Here are some potential careers to consider for applied behavior analysis degree graduates.

1. Market Research Analyst/Consumer Behavior Analyst

These behavior analysts often work for retail companies to help them analyze customer behavior and develop better ways to reach them with marketing campaigns. Market research is a more data-driven career path than many other ABA careers, but can also involve direct research with consumer panels and interviews as well.

2. Board Certified Behavior Analyst

Most BCBAs work with children and some adults with autism and other behavior disorders. BCBAs help people understand and change their behaviors so they can function better, and they also help train parents and loved ones so they can participate in behavior modification activities as well.

3. FBI Profiler/Analyst

Although an applied behavior analysis degree is not required to work for the FBI as a profiler or behavior analyst, having an extensive knowledge of human behavior and skills for analyzing it seems like a natural application.

4. Human Resources Professional

A career as a trainer or in performance management would fit well with the skills developed through an ABA degree, which would cover motivation and learning styles as well as other relevant information and skills.

Companies want to understand consumer behavior so they can encourage people to buy their products.
5. School Counselor

Understanding child and adolescent behavior is necessary for a school counselor, and although most of these positions require certification and additional training specific to school settings, the psychology background of an ABA degree will come in handy for this career.

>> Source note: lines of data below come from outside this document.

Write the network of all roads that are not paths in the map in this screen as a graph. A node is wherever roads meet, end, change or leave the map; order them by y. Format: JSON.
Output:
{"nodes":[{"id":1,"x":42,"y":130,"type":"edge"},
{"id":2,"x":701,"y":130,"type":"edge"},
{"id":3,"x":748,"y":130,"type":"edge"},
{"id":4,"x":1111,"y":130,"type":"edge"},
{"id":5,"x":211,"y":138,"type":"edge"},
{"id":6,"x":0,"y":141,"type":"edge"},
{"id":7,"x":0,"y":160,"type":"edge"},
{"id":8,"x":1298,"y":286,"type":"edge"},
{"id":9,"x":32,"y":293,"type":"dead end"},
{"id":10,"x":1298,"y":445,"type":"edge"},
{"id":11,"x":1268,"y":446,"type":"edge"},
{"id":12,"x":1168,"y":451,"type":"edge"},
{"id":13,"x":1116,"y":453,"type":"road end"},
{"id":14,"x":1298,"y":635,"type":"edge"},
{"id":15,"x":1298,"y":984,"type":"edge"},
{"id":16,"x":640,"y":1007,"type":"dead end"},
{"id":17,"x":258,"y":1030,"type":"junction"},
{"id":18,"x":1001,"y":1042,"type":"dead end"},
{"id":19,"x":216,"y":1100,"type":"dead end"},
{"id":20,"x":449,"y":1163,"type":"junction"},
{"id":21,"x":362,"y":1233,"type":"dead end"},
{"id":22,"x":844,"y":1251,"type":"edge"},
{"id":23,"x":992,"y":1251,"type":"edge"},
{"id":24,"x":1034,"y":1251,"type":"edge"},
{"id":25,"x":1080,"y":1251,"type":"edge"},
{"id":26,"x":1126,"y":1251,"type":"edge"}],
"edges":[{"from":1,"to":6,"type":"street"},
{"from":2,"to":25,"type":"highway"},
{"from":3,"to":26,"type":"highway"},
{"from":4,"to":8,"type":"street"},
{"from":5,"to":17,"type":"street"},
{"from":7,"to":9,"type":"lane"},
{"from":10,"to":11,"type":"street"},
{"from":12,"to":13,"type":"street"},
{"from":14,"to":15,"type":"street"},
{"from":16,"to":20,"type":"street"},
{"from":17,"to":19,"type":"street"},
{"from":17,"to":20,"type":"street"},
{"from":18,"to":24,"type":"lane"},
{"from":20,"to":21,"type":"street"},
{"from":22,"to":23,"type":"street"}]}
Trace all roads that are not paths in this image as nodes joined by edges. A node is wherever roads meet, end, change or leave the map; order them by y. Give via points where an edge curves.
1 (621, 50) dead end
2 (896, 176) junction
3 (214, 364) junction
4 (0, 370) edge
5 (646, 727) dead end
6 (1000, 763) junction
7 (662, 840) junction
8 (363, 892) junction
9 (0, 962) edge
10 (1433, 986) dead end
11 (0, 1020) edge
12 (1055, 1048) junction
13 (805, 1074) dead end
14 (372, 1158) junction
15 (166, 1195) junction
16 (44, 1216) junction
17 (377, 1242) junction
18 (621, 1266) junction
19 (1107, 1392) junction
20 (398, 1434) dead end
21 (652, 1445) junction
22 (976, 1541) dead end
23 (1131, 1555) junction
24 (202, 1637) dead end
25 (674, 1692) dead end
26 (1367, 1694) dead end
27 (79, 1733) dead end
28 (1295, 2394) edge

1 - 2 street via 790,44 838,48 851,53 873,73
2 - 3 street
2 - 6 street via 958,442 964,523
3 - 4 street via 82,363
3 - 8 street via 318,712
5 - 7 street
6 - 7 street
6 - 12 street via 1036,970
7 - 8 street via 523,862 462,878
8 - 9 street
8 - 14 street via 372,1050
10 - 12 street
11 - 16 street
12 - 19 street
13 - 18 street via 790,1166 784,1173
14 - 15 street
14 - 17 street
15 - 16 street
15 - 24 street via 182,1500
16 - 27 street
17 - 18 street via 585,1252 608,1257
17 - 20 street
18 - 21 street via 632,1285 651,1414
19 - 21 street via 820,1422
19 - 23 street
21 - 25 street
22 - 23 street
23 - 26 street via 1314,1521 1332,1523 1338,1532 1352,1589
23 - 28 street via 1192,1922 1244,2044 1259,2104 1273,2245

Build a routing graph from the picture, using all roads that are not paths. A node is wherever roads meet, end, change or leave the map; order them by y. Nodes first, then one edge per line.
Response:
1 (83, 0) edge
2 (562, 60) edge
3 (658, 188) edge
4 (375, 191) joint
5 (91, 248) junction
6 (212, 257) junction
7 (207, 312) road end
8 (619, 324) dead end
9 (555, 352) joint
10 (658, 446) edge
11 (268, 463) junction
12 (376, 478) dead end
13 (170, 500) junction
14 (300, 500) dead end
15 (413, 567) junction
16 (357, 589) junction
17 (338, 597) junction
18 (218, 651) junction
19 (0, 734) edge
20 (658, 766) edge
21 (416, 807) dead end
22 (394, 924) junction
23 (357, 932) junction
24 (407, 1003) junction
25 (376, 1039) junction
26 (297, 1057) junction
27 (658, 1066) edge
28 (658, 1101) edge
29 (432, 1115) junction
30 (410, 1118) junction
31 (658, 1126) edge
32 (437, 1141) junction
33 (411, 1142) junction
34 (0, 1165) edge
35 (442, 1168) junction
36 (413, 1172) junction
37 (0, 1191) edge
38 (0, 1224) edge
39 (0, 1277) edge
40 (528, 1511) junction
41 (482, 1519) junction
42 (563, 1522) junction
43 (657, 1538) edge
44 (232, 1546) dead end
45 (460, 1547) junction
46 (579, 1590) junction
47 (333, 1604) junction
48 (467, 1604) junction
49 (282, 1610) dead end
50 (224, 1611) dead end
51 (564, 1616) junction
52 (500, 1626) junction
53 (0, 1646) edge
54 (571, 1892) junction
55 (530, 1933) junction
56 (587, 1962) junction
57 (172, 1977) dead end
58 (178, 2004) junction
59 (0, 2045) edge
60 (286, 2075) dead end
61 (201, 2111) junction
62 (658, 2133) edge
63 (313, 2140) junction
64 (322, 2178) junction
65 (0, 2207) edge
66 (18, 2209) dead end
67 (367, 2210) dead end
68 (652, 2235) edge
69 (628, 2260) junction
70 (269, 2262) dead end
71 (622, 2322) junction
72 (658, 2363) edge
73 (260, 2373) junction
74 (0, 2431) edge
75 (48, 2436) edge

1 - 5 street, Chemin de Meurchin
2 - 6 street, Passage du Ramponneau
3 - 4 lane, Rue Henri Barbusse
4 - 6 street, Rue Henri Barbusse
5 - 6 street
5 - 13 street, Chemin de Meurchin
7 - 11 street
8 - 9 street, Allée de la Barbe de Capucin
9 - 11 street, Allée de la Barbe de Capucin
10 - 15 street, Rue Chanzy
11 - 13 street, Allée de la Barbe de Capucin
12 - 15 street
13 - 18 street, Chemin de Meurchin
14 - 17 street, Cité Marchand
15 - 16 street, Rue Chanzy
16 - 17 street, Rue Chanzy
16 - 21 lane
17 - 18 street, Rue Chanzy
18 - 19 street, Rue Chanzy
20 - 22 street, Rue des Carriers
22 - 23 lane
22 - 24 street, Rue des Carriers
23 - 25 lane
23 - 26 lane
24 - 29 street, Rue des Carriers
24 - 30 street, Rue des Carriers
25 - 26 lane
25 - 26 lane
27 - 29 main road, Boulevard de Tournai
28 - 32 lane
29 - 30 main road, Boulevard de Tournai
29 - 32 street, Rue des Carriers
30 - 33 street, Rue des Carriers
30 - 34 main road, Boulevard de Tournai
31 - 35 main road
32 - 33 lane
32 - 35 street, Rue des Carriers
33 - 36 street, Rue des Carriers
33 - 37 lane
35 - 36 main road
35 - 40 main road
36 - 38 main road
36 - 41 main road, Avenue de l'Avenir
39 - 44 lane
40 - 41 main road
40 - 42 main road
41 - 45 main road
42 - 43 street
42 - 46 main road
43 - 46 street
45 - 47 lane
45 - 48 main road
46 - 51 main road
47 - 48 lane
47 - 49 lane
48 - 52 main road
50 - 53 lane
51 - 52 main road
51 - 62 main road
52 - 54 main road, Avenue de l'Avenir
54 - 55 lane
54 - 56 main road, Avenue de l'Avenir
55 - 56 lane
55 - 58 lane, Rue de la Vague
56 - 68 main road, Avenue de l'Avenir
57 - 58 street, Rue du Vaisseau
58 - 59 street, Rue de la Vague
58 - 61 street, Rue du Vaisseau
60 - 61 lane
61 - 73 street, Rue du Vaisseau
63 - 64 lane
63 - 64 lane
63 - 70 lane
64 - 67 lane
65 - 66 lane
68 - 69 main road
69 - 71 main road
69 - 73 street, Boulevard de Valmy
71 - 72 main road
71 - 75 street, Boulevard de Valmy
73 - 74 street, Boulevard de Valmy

6. Special Education Teacher

This career uses ABA skills to maximize learning for students with sometimes severe difficulties in attending to, processing, and retaining information. Again, specific training for the educational setting is typically required.

7. Social Worker

Clinical behavior analysts can provide services to clients and assist with behavior management services, interventions, and case management using empirical evidence. Many of those in need of social services also have autism and other developmental disorders, so skills will transfer well into these careers.

8. Researcher

Although masters-level ABA graduates can’t supervise or head up research on their own, they can assist others in conducting behavioral research in a lab or out in the “real world,” which can then be published and used to better understand behavior and in some cases, change it using behavior modification techniques. Doctoral level ABAs can conduct their own research and often teach in the field as well.

There is considerable overlap between psychology or counseling and ABA degrees. One difference worth noting is that ABA degrees focus on observed and quantifiable behaviors rather than on psychotherapy or internal thoughts and feelings.